* What you should do: All records are to be printed exactly as they appear.

(Stored data)
----

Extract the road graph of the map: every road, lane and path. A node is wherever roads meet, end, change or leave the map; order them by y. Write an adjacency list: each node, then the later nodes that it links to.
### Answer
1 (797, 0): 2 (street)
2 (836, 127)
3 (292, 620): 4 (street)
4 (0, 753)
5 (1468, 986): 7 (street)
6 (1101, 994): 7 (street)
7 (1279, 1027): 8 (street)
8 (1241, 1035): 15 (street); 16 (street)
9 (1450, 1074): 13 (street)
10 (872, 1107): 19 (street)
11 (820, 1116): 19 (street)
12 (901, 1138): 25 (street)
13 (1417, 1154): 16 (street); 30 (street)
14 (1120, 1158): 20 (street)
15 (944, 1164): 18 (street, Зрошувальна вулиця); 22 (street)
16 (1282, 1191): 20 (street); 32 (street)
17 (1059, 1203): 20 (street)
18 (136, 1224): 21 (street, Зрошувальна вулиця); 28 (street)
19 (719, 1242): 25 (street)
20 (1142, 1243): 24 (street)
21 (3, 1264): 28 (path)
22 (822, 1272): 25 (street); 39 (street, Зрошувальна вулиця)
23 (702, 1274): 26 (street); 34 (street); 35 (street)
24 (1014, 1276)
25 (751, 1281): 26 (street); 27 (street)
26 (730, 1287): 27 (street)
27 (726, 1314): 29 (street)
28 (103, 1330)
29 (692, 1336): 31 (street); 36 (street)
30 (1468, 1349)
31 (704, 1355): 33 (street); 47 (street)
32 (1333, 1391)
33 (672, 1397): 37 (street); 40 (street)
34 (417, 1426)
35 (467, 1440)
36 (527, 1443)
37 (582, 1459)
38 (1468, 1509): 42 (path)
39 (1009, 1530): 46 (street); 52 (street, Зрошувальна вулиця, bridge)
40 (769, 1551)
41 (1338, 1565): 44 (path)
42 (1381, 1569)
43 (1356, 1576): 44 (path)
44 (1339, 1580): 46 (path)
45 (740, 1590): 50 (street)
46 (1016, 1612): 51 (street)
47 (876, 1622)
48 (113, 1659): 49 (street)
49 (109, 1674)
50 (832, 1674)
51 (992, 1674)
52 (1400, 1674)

----

* Task solution:
Extract the road graph of the map: every road, lane and path. A node is wherever roads meet, end, change or leave the map; order them by y. Write an adjacency list: each node, then the later nodes that it links to.
### Answer
1 (797, 0): 2 (street)
2 (836, 127)
3 (292, 620): 4 (street)
4 (0, 753)
5 (1468, 986): 7 (street)
6 (1101, 994): 7 (street)
7 (1279, 1027): 8 (street)
8 (1241, 1035): 15 (street); 16 (street)
9 (1450, 1074): 13 (street)
10 (872, 1107): 19 (street)
11 (820, 1116): 19 (street)
12 (901, 1138): 25 (street)
13 (1417, 1154): 16 (street); 30 (street)
14 (1120, 1158): 20 (street)
15 (944, 1164): 18 (street, Зрошувальна вулиця); 22 (street)
16 (1282, 1191): 20 (street); 32 (street)
17 (1059, 1203): 20 (street)
18 (136, 1224): 21 (street, Зрошувальна вулиця); 28 (street)
19 (719, 1242): 25 (street)
20 (1142, 1243): 24 (street)
21 (3, 1264): 28 (path)
22 (822, 1272): 25 (street); 39 (street, Зрошувальна вулиця)
23 (702, 1274): 26 (street); 34 (street); 35 (street)
24 (1014, 1276)
25 (751, 1281): 26 (street); 27 (street)
26 (730, 1287): 27 (street)
27 (726, 1314): 29 (street)
28 (103, 1330)
29 (692, 1336): 31 (street); 36 (street)
30 (1468, 1349)
31 (704, 1355): 33 (street); 47 (street)
32 (1333, 1391)
33 (672, 1397): 37 (street); 40 (street)
34 (417, 1426)
35 (467, 1440)
36 (527, 1443)
37 (582, 1459)
38 (1468, 1509): 42 (path)
39 (1009, 1530): 46 (street); 52 (street, Зрошувальна вулиця, bridge)
40 (769, 1551)
41 (1338, 1565): 44 (path)
42 (1381, 1569)
43 (1356, 1576): 44 (path)
44 (1339, 1580): 46 (path)
45 (740, 1590): 50 (street)
46 (1016, 1612): 51 (street)
47 (876, 1622)
48 (113, 1659): 49 (street)
49 (109, 1674)
50 (832, 1674)
51 (992, 1674)
52 (1400, 1674)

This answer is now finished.